(WHAT YOU SHOULD DO) Locate the word "MATICE" in the entries below, then gather every line that holds it.

(DATA SUPPLIED)
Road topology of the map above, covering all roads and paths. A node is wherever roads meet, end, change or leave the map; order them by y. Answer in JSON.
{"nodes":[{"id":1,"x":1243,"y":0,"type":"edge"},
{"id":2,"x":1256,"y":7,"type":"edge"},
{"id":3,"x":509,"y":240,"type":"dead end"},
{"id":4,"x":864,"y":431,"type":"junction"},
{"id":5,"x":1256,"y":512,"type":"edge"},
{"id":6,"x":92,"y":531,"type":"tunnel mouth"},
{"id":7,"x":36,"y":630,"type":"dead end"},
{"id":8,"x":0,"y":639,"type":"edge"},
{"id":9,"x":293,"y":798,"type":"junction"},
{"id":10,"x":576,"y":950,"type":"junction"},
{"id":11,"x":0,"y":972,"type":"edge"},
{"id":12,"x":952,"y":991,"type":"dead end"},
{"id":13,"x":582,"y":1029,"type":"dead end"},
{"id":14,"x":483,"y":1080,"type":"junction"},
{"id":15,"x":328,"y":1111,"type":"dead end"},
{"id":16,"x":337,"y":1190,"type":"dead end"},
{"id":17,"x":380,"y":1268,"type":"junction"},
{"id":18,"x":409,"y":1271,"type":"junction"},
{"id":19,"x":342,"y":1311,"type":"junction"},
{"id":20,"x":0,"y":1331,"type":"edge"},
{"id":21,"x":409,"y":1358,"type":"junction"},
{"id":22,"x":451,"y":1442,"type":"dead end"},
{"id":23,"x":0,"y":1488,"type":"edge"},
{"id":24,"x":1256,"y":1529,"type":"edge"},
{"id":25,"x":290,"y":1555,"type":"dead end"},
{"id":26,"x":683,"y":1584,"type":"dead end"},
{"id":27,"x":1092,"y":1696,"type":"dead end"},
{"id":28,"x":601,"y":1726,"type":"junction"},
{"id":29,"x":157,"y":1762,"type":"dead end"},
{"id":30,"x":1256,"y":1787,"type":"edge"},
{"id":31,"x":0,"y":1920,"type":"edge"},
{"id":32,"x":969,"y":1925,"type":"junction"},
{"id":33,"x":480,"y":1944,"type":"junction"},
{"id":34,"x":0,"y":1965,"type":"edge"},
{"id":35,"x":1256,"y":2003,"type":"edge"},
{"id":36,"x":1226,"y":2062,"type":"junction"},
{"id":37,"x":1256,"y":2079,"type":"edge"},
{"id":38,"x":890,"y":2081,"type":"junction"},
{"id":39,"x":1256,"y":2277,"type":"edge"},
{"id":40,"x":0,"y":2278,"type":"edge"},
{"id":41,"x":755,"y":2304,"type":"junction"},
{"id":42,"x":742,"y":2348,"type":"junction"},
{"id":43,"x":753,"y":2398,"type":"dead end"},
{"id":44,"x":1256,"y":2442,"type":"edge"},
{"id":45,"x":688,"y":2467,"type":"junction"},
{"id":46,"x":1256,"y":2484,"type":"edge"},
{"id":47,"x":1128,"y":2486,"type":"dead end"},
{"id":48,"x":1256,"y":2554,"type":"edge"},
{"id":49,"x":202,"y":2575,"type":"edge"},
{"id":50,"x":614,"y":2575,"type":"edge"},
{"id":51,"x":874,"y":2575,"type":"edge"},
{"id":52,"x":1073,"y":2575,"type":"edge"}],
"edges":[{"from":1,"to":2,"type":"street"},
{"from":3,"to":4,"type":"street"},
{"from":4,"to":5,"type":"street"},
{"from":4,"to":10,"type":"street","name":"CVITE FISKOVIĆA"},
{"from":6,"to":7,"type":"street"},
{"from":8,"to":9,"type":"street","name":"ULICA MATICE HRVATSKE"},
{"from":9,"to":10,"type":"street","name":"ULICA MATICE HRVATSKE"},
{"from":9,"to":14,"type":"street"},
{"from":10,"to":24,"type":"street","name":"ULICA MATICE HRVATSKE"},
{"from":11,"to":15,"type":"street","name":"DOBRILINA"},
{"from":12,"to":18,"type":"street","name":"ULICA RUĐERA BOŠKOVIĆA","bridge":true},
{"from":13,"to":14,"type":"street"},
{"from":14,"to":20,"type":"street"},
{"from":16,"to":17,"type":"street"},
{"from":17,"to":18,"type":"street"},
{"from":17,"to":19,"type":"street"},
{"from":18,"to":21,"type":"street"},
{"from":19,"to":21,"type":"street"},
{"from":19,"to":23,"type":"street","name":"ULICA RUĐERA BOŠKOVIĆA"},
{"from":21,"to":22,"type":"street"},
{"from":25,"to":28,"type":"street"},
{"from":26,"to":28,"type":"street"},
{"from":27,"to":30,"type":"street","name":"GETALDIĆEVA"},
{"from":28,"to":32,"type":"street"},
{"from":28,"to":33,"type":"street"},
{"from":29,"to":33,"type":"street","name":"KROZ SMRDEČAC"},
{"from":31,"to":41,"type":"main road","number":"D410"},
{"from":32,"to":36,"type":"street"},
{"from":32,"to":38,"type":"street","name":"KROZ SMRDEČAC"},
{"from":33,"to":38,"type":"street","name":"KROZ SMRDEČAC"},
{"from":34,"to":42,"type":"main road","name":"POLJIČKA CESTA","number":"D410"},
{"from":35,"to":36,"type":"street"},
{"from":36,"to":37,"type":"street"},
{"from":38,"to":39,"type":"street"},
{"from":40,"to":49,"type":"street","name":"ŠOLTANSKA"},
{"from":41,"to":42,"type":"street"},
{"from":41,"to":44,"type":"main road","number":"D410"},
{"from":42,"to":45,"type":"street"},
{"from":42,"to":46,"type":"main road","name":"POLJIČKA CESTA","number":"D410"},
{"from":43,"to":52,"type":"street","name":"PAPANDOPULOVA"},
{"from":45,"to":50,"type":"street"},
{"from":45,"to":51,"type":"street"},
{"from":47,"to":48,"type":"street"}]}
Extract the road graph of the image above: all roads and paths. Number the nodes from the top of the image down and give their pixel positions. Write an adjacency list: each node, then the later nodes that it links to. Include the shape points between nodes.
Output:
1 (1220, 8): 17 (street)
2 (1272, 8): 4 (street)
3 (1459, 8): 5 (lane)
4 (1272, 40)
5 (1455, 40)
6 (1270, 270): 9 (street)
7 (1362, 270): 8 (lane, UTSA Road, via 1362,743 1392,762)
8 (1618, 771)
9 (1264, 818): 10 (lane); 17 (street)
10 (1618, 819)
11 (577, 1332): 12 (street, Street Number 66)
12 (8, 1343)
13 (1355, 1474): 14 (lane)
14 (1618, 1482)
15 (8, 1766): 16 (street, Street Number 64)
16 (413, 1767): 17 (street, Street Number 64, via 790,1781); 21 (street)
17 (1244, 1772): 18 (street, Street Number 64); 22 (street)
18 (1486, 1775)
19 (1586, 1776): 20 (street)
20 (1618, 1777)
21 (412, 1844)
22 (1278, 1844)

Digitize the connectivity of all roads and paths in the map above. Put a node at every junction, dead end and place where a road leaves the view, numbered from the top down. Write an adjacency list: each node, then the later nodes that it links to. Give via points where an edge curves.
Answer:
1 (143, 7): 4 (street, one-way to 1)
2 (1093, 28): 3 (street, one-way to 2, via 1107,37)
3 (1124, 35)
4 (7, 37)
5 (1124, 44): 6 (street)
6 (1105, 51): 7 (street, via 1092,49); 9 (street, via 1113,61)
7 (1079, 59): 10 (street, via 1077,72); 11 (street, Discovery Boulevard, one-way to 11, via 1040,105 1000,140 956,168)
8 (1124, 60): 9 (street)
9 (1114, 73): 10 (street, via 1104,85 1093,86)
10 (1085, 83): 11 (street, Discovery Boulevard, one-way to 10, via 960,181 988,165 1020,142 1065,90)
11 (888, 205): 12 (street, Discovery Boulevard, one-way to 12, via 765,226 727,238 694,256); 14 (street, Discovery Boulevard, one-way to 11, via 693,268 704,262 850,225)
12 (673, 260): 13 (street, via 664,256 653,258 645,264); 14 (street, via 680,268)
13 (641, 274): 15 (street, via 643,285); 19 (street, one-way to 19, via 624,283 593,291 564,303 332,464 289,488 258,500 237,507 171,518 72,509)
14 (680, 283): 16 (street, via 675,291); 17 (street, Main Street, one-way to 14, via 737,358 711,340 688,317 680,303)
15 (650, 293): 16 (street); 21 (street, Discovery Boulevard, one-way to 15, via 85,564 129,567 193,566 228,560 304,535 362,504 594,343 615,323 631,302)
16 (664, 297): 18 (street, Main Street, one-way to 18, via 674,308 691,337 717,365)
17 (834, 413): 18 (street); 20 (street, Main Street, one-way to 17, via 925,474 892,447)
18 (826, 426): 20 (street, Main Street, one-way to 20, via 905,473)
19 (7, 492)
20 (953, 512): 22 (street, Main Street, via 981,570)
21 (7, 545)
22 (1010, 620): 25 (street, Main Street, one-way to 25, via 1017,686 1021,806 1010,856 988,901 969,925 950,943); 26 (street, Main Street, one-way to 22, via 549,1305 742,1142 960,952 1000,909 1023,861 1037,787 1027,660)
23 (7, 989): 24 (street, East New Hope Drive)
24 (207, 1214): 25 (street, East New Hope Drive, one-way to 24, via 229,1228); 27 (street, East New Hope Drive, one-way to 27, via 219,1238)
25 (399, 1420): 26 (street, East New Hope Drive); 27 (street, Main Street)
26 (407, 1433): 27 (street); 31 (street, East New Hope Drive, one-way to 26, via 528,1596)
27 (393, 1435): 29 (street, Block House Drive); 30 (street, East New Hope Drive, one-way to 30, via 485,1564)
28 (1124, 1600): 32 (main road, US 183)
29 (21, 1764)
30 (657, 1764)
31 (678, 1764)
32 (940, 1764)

(WRITTEN SOLUTION)
{"from":8,"to":9,"type":"street","name":"ULICA MATICE HRVATSKE"},
{"from":9,"to":10,"type":"street","name":"ULICA MATICE HRVATSKE"},
{"from":10,"to":24,"type":"street","name":"ULICA MATICE HRVATSKE"},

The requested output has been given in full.